My name is Eduardo (on the left). I am a member of the MST national coordination in Ceará. My work is in the education and training sector, especially with regard to Agrarian Reform. I am gay and a sexual diversity activist. I was registered together with my partner; we are the first LGBT couple in Ceará to be legally recognised by the INCRA (National Institute of Agrarian Reform). Previously, LGBT persons could only be registered as single persons. After 2014, on the basis of the amendment to Ordinance n.° 35 of the Agrarian Development Ministry (MDA), we had the opportunity of signing, and, subsequently, of being registered as a couple. Within the MST the debate on sexual diversity is enmeshed with the class struggle and the conflict with capitalist interests.With this seminar, we are bringing the debate to the very core of oppression, with the understanding that rural workers and peasant farmers have their own particular situation. Both in the Landless Movement and in other rural social movements, there is a certain sense of strangeness with respect to this debate. The MST is not by nature homophobic, as that would be a contradiction in an organisation having as one of its main pillars the construction of a just and egalitarian society based on socialism.

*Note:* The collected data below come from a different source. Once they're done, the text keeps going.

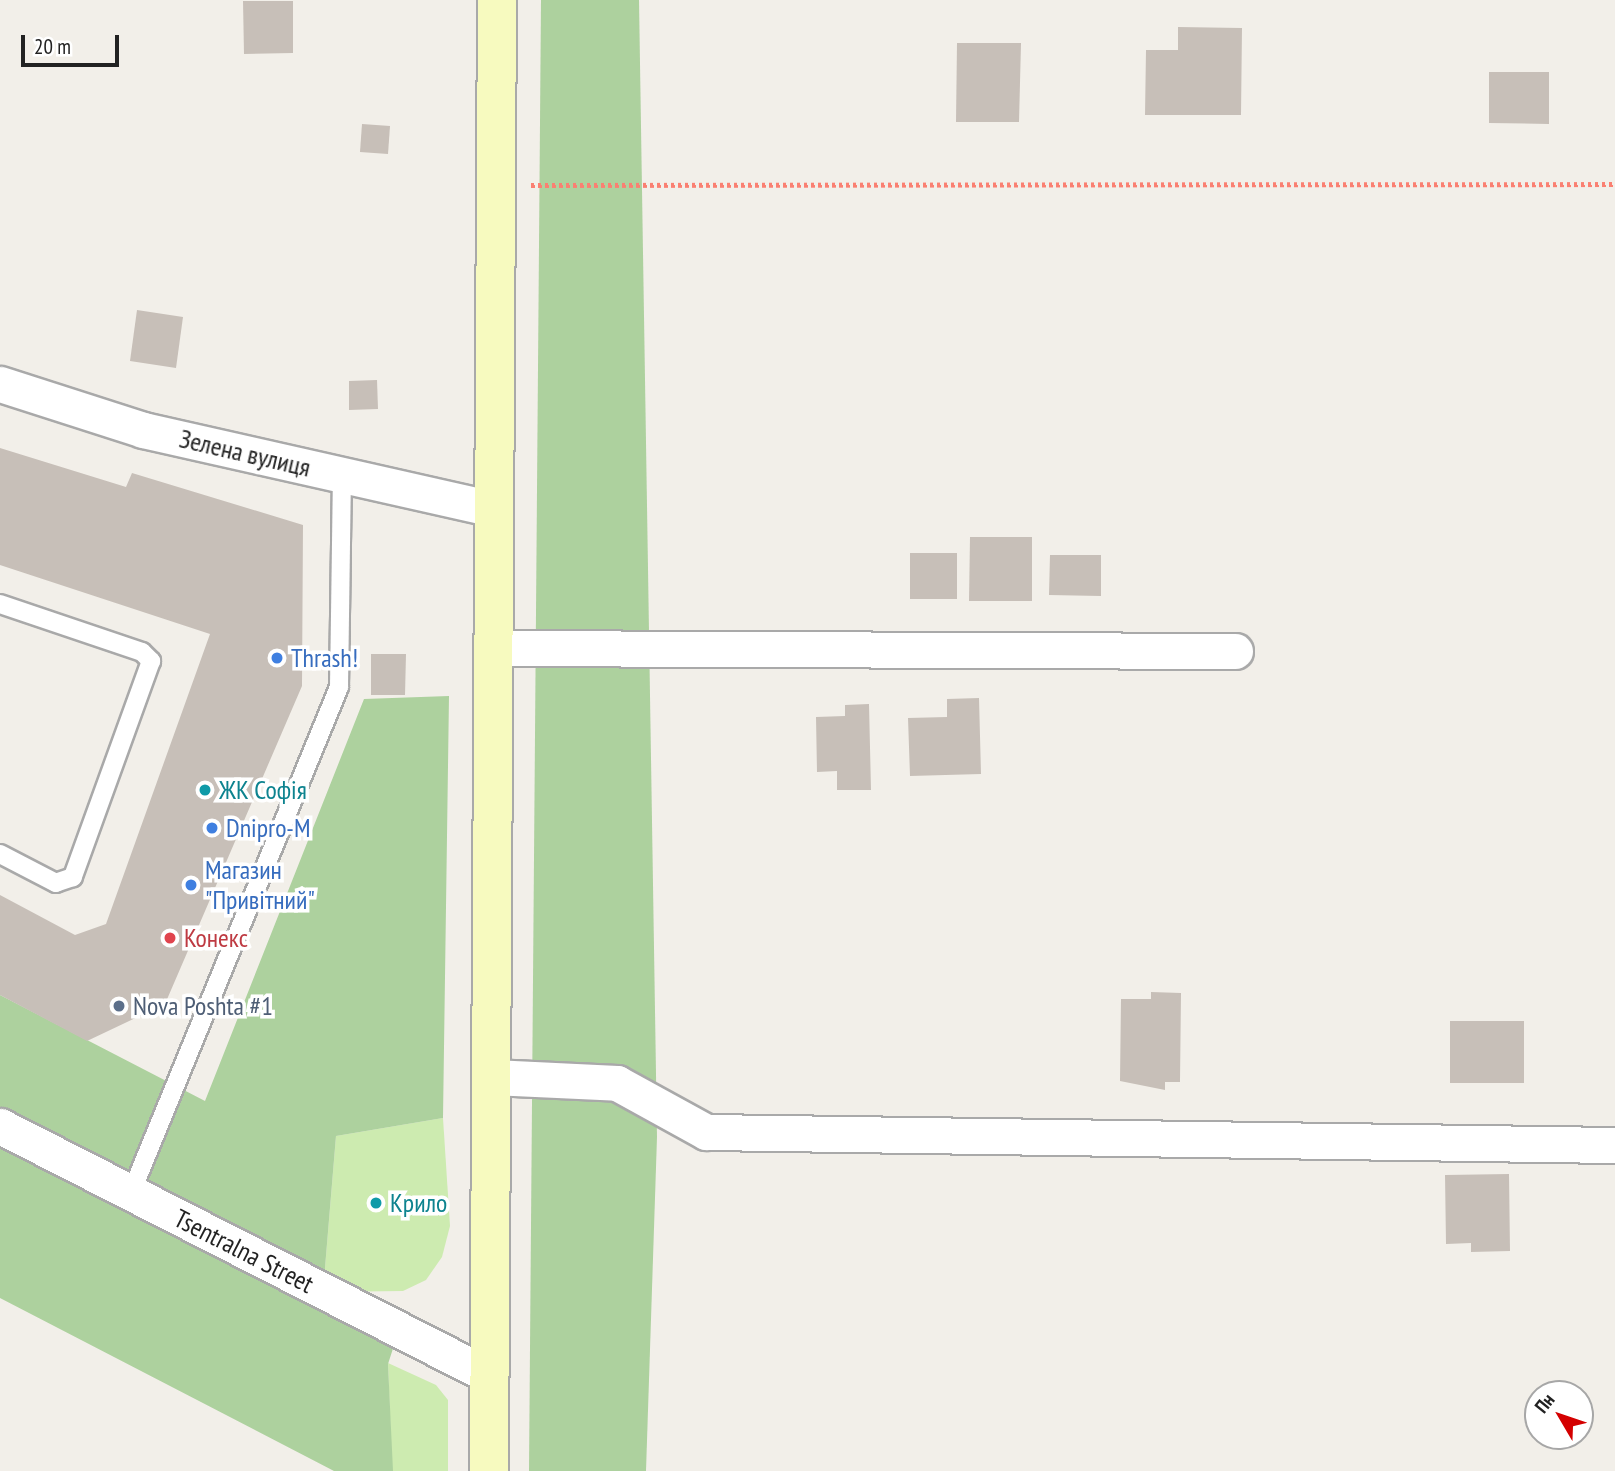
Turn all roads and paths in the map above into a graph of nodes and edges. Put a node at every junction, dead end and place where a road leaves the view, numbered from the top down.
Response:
1 (497, 0) edge
2 (1615, 184) edge
3 (495, 185) junction
4 (0, 384) edge
5 (342, 476) junction
6 (494, 509) junction
7 (0, 604) edge
8 (494, 648) junction
9 (1236, 651) dead end
10 (0, 854) edge
11 (492, 1077) junction
12 (0, 1126) edge
13 (1615, 1145) edge
14 (131, 1193) junction
15 (488, 1375) junction
16 (489, 1471) edge

1 - 3 main road
2 - 3 path
3 - 6 main road
4 - 5 street, Зелена вулиця
5 - 6 street, Зелена вулиця
5 - 14 lane
6 - 8 main road
7 - 10 lane
8 - 9 street
8 - 11 main road
11 - 13 street
11 - 15 main road
12 - 14 street, Tsentralna Street
14 - 15 street, Tsentralna Street
15 - 16 main road

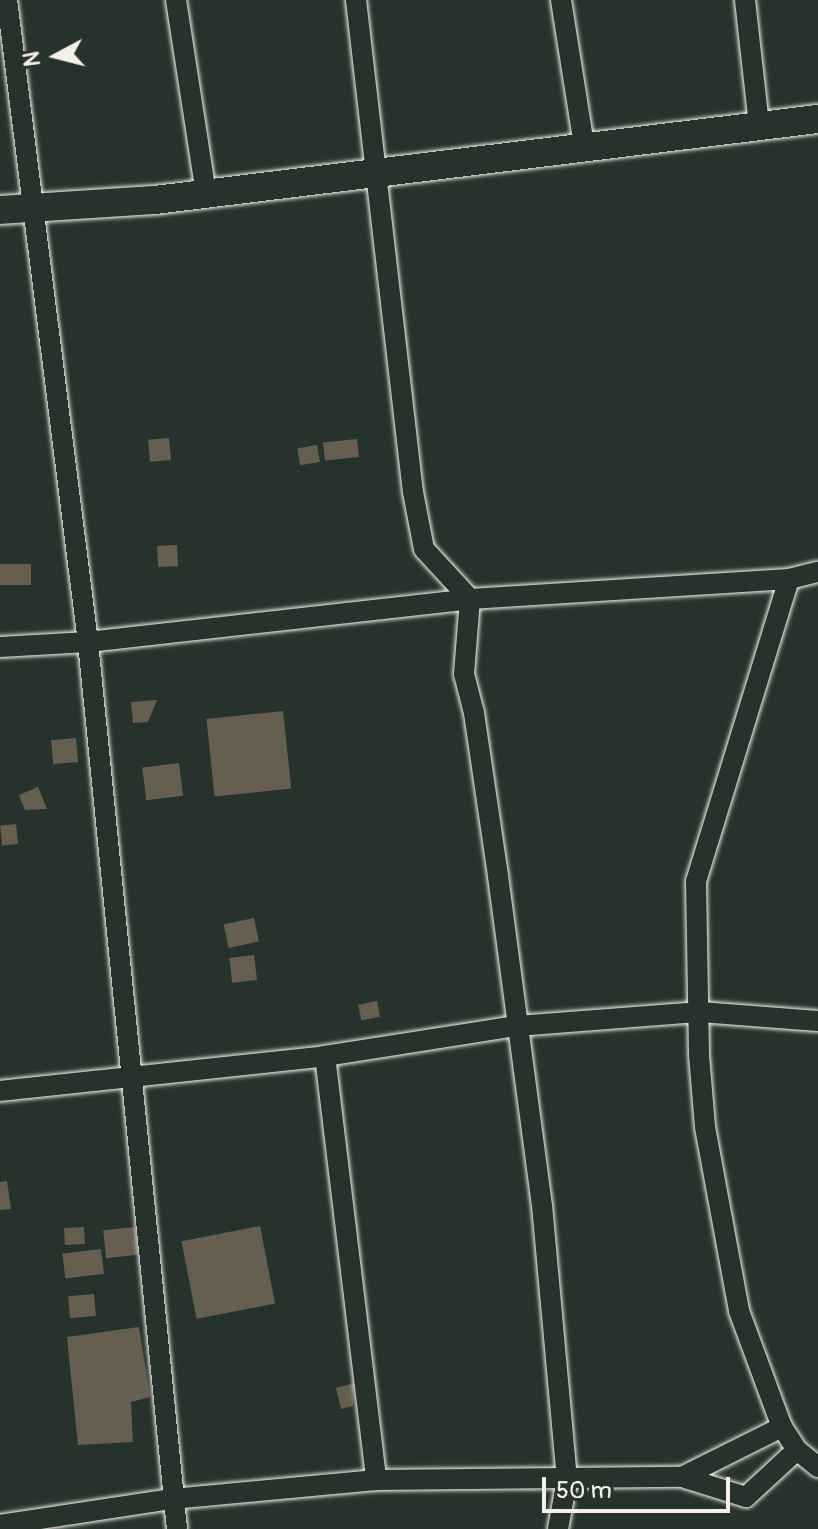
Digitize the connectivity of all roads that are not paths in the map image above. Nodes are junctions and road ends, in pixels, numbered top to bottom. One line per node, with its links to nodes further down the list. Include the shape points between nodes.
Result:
1 (7, 0): 11 (street)
2 (176, 0): 10 (street)
3 (356, 0): 9 (street)
4 (561, 0): 8 (street)
5 (745, 0): 7 (street)
6 (818, 119): 7 (street)
7 (759, 124): 8 (street)
8 (584, 145): 9 (street)
9 (377, 174): 10 (street); 15 (street, via 424,549)
10 (206, 194): 11 (street)
11 (31, 207): 12 (street); 16 (street)
12 (0, 210)
13 (818, 572): 14 (street)
14 (789, 579): 15 (street); 18 (street, via 696,881)
15 (470, 599): 16 (street); 20 (street, via 464,674 474,713)
16 (88, 642): 17 (street); 22 (street)
17 (0, 647)
18 (700, 1012): 19 (street); 20 (street); 24 (street, via 705,1127 739,1311)
19 (818, 1021)
20 (517, 1026): 21 (street); 29 (street, via 542,1205)
21 (325, 1056): 22 (street); 28 (street)
22 (130, 1077): 23 (street); 30 (street)
23 (0, 1091)
24 (782, 1427): 25 (street); 27 (street)
25 (797, 1450): 26 (street); 27 (street, via 746,1497)
26 (818, 1467)
27 (682, 1477): 29 (street)
28 (376, 1480): 29 (street); 30 (street)
29 (567, 1480): 33 (street)
30 (172, 1499): 31 (street); 32 (street)
31 (0, 1525)
32 (177, 1529)
33 (558, 1529)

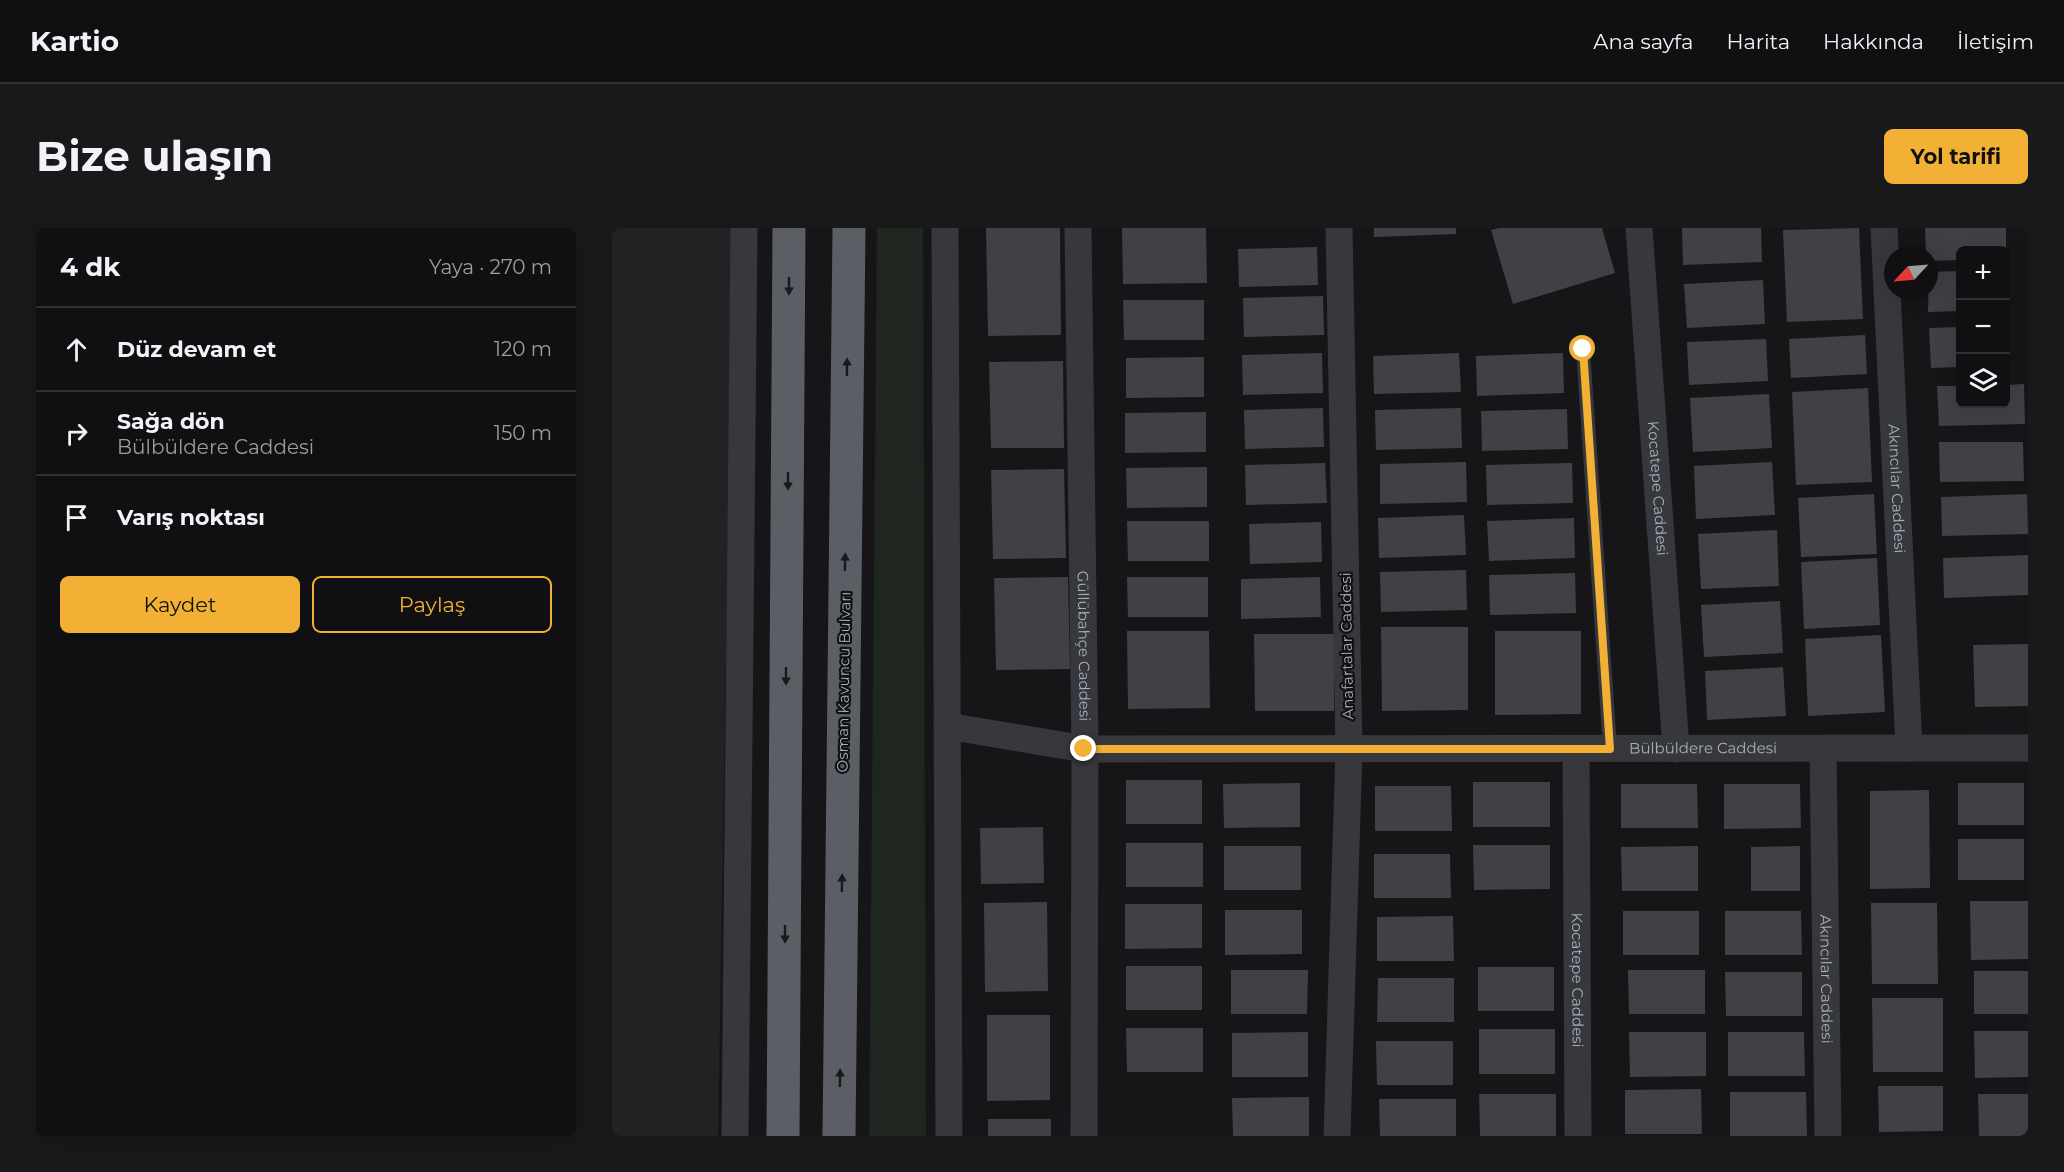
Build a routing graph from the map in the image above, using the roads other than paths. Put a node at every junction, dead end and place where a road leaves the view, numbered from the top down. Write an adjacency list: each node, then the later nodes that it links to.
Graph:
1 (744, 228): 19 (street)
2 (789, 228): 20 (highway, one-way to 20)
3 (849, 228): 21 (highway, Osman Kavuncu Bulvarı, one-way to 3)
4 (945, 228): 10 (street)
5 (1078, 228): 13 (street, Güllübahçe Caddesi)
6 (1339, 228): 17 (street, Anafartalar Caddesi)
7 (1639, 228): 15 (street, Kocatepe Caddesi)
8 (1884, 228): 11 (street, Akıncılar Caddesi)
9 (1583, 349): 14 (lane)
10 (947, 726): 13 (street, Bülbüldere Caddesi); 22 (street)
11 (1909, 748): 12 (street, Bülbüldere Caddesi); 16 (street, Bülbüldere Caddesi)
12 (2028, 748)
13 (1084, 749): 17 (street, Bülbüldere Caddesi); 23 (street, Güllübahçe Caddesi)
14 (1610, 749): 15 (street, Bülbüldere Caddesi); 18 (street, Bülbüldere Caddesi)
15 (1676, 749): 16 (street, Bülbüldere Caddesi)
16 (1823, 749): 26 (street, Akıncılar Caddesi)
17 (1349, 750): 18 (street, Bülbüldere Caddesi); 24 (street, Anafartalar Caddesi)
18 (1576, 750): 25 (street, Kocatepe Caddesi)
19 (735, 1136)
20 (783, 1136)
21 (839, 1136)
22 (950, 1136)
23 (1084, 1136)
24 (1337, 1136)
25 (1578, 1136)
26 (1828, 1136)

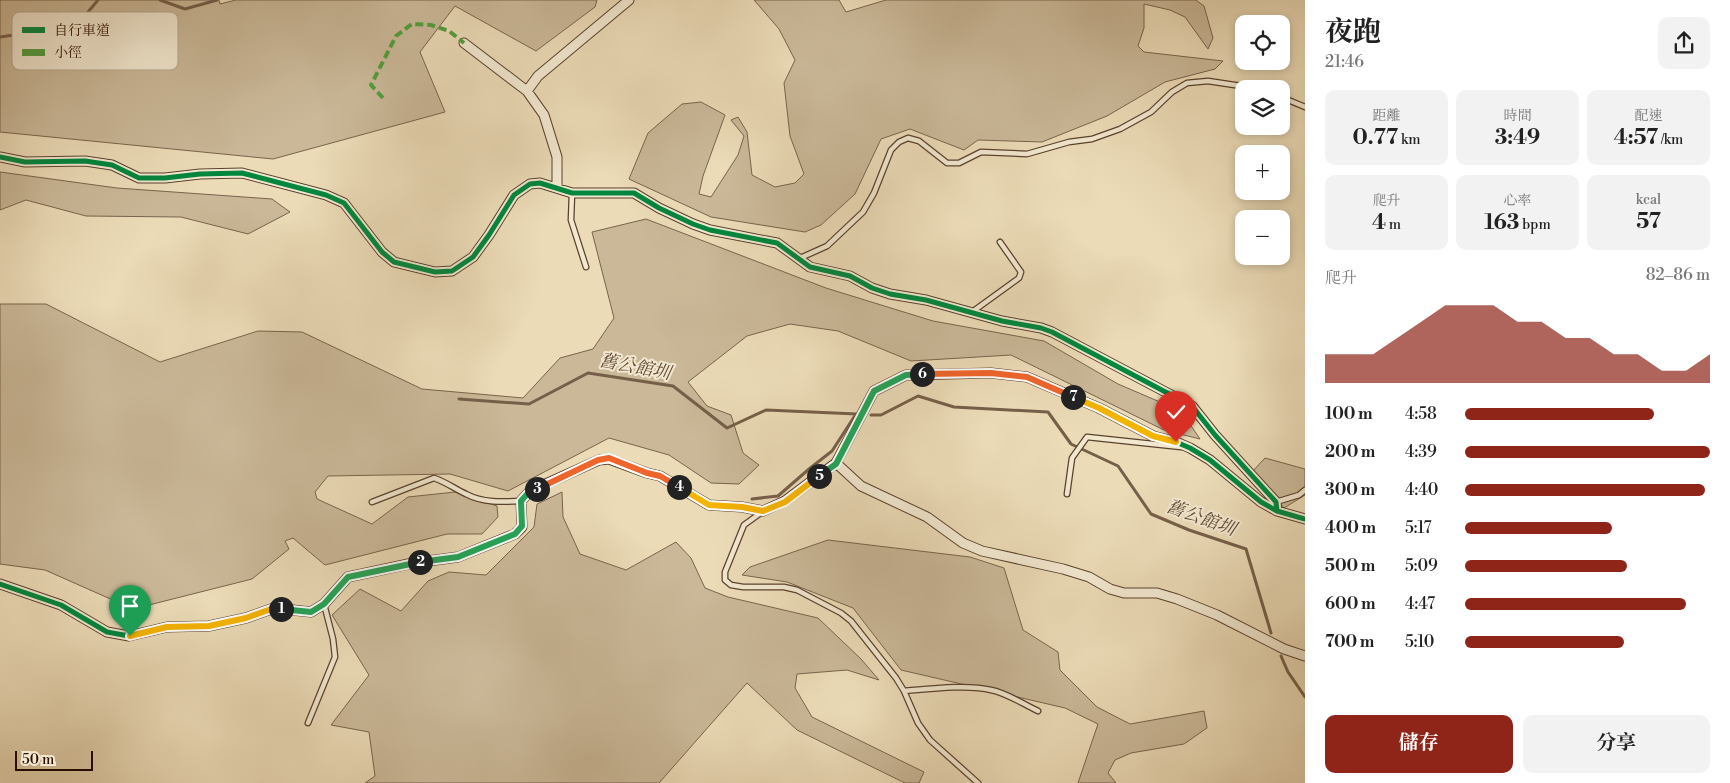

However, this premise does not prevent the organisation from having to confront some homophobic practices.There is a huge myth alleging that grassroots peasant farmers and rural workers are not ready to debate subjects related to LGBT. That is a real falsehood used by certain persons in order to prevent discussion. Such opinions are derived from an orthodox lefitst position, an entrenched marxism that promoted, until the middle of the 1980s, the idea that sexual diversity was the expression of bourgeois deviation – that is to say a great misunderstanding. The MST cannot, and is not going to, shun this debate. If we were to do so, we would be left isolated in history. It is a Movement built by men, women, and LGBT. At the same time that we wave the black banner, waging the struggle for Popular Agrarian Reform and against agribusiness, we need to wave the Rainbow Flag, thinking of the countryside as a territory of diversity, and, as such, as a countryside that has to deal with homophobia, lesbophobia, and transphobia – social ills that, like male chauvinism, must be fought against and overcome.